» Records for this task:
——
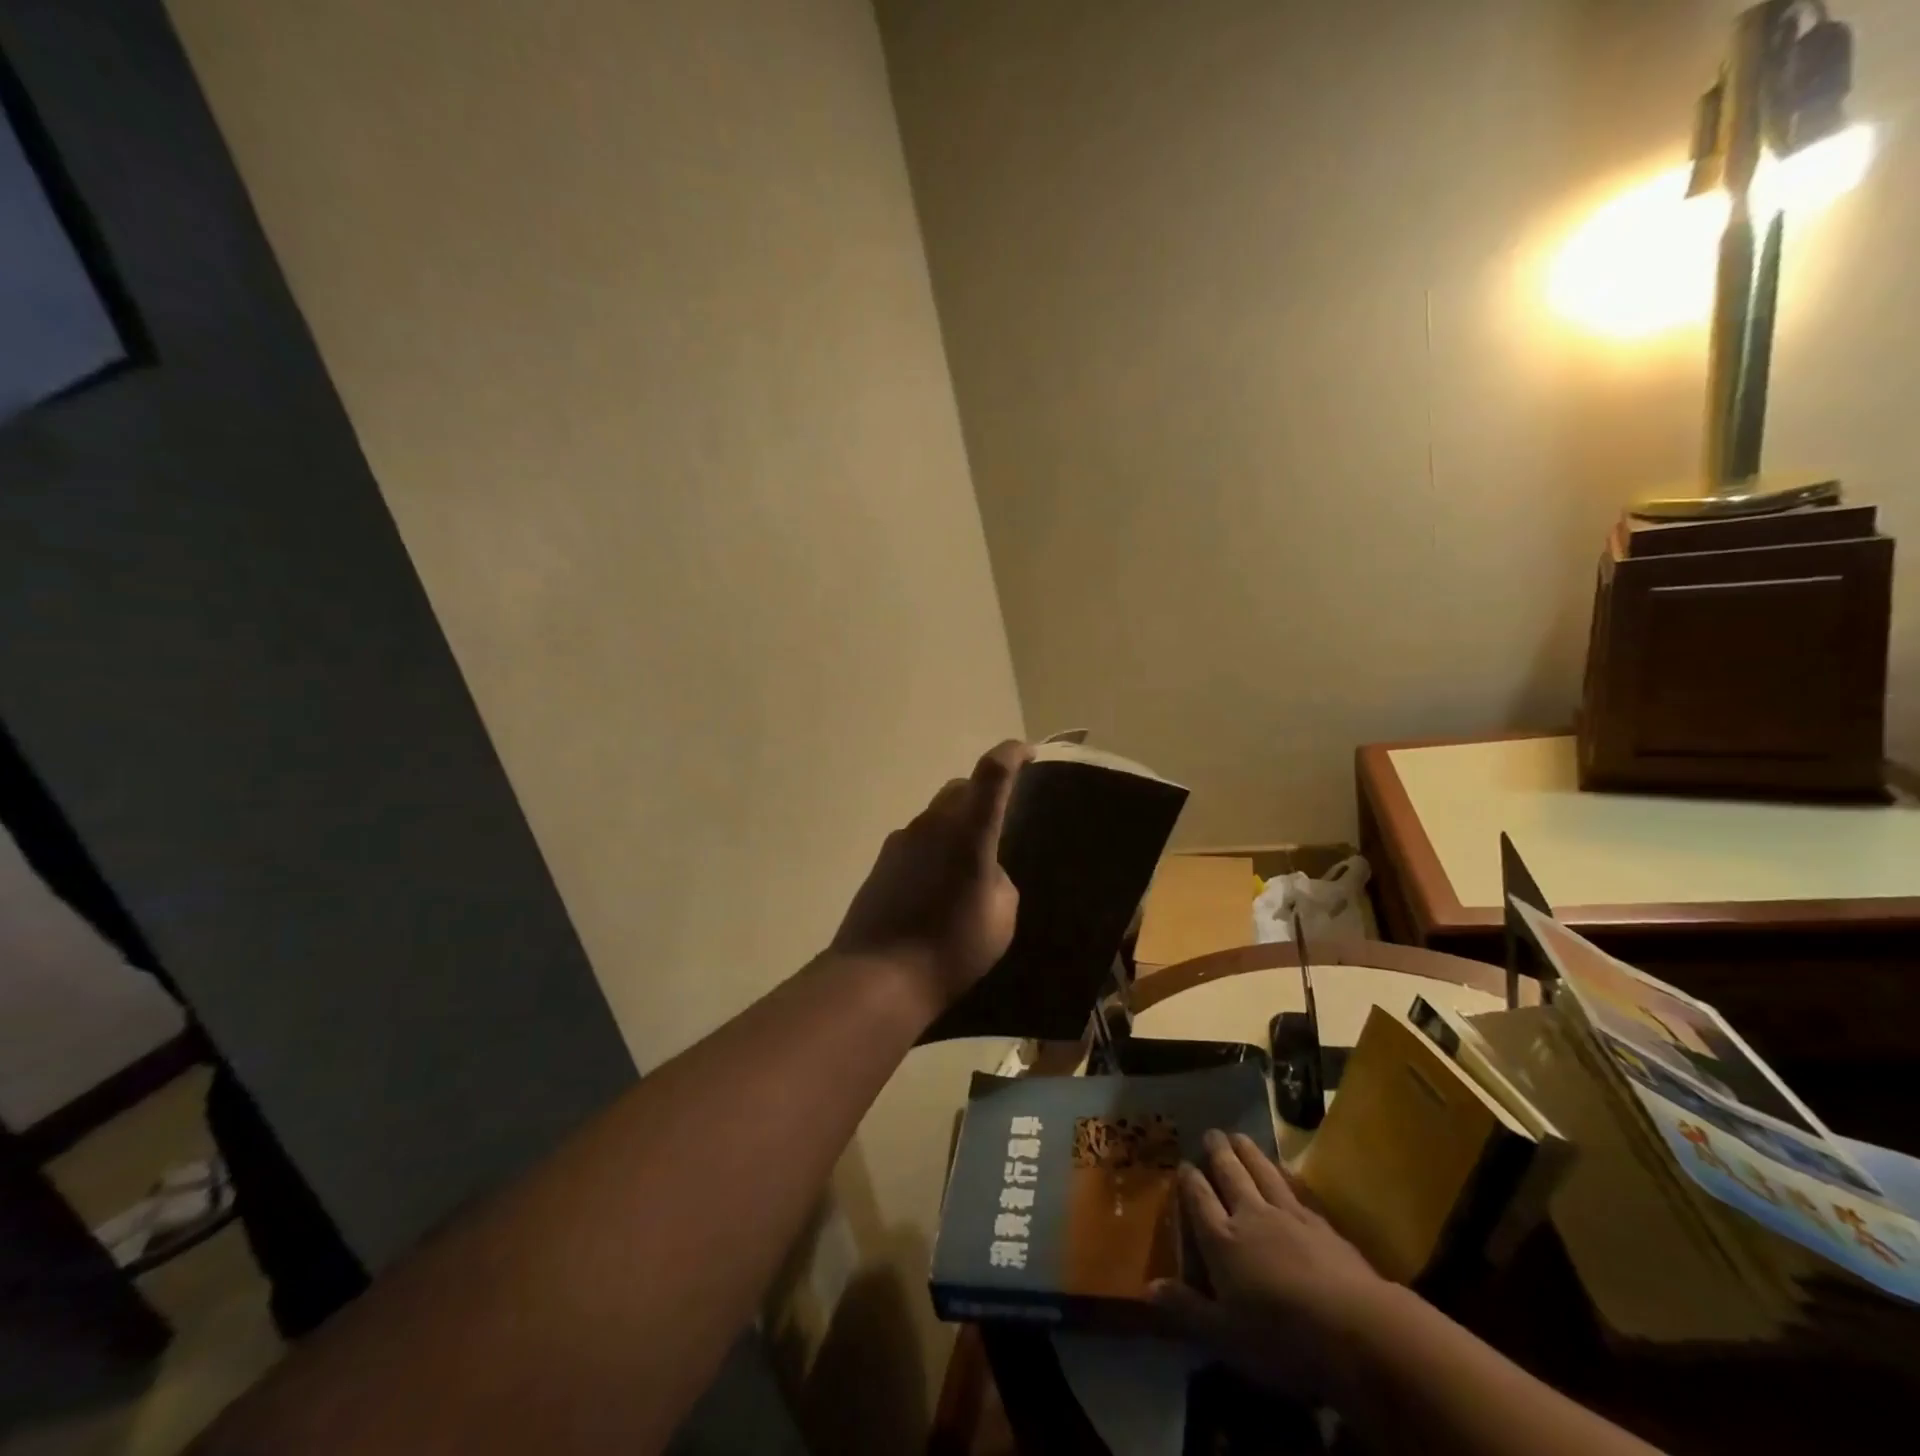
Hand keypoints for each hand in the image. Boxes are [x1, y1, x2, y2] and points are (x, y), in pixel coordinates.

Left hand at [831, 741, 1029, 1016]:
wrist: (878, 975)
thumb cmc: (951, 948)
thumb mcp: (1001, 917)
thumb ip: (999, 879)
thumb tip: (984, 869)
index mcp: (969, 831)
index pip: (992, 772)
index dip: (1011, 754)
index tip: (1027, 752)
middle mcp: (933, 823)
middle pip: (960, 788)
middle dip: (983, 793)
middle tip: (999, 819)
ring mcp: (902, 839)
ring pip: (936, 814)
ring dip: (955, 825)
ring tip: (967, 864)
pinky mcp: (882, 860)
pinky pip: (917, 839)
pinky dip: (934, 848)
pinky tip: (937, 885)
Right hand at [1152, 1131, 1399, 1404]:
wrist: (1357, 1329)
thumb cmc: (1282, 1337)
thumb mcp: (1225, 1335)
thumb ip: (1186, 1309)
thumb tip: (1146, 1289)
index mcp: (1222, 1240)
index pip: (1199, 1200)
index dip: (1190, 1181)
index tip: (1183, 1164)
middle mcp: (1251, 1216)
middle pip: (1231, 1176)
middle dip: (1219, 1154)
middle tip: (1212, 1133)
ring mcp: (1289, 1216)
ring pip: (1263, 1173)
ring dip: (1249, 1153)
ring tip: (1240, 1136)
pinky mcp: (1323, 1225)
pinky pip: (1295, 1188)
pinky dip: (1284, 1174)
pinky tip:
——
» What you are asked to do: For this exercise, transcribe the entries above exactly, without any pictures.

» Answer box:
Hand keypoints for each hand in the image. Boxes are [x1, y1, x2, y2] and points are (x, y), in pixel coordinates.

Left hand at [831, 741, 1029, 1016]:
wrist: (878, 975)
thumb cmc: (951, 948)
thumb mcp: (1001, 917)
thumb ip: (999, 879)
thumb tip: (984, 869)
index mcp: (969, 831)
index pip: (992, 772)
index dip: (1011, 754)
index tip: (1027, 752)
middle mcp: (933, 823)
middle pip: (960, 788)
middle dip: (983, 793)
middle tip: (999, 819)
ring mcp: (902, 839)
ring pip: (936, 814)
ring dip: (955, 825)
ring tip: (967, 864)
pinky mcp: (882, 860)
pinky pip: (917, 839)
pinky dip: (934, 848)
pinky tip: (937, 885)
Right hand at [1152, 1131, 1399, 1404]:
wrist: (1357, 1329)
thumb cmc: (1282, 1337)
thumb mcp: (1225, 1335)
thumb ip: (1186, 1309)
thumb tip: (1146, 1289)
index mcp: (1222, 1240)
index pip: (1199, 1200)
index dip: (1190, 1181)
index tip: (1183, 1164)
middle mcp: (1251, 1216)
middle pip: (1231, 1176)
middle dip: (1219, 1154)
middle tip: (1212, 1133)
ring mcp: (1289, 1216)
ring pip: (1263, 1173)
ring dip: (1249, 1153)
ring tip: (1240, 1136)
pinky mcp: (1323, 1225)
pinky pip: (1295, 1188)
pinky dip: (1284, 1174)
pinky tip:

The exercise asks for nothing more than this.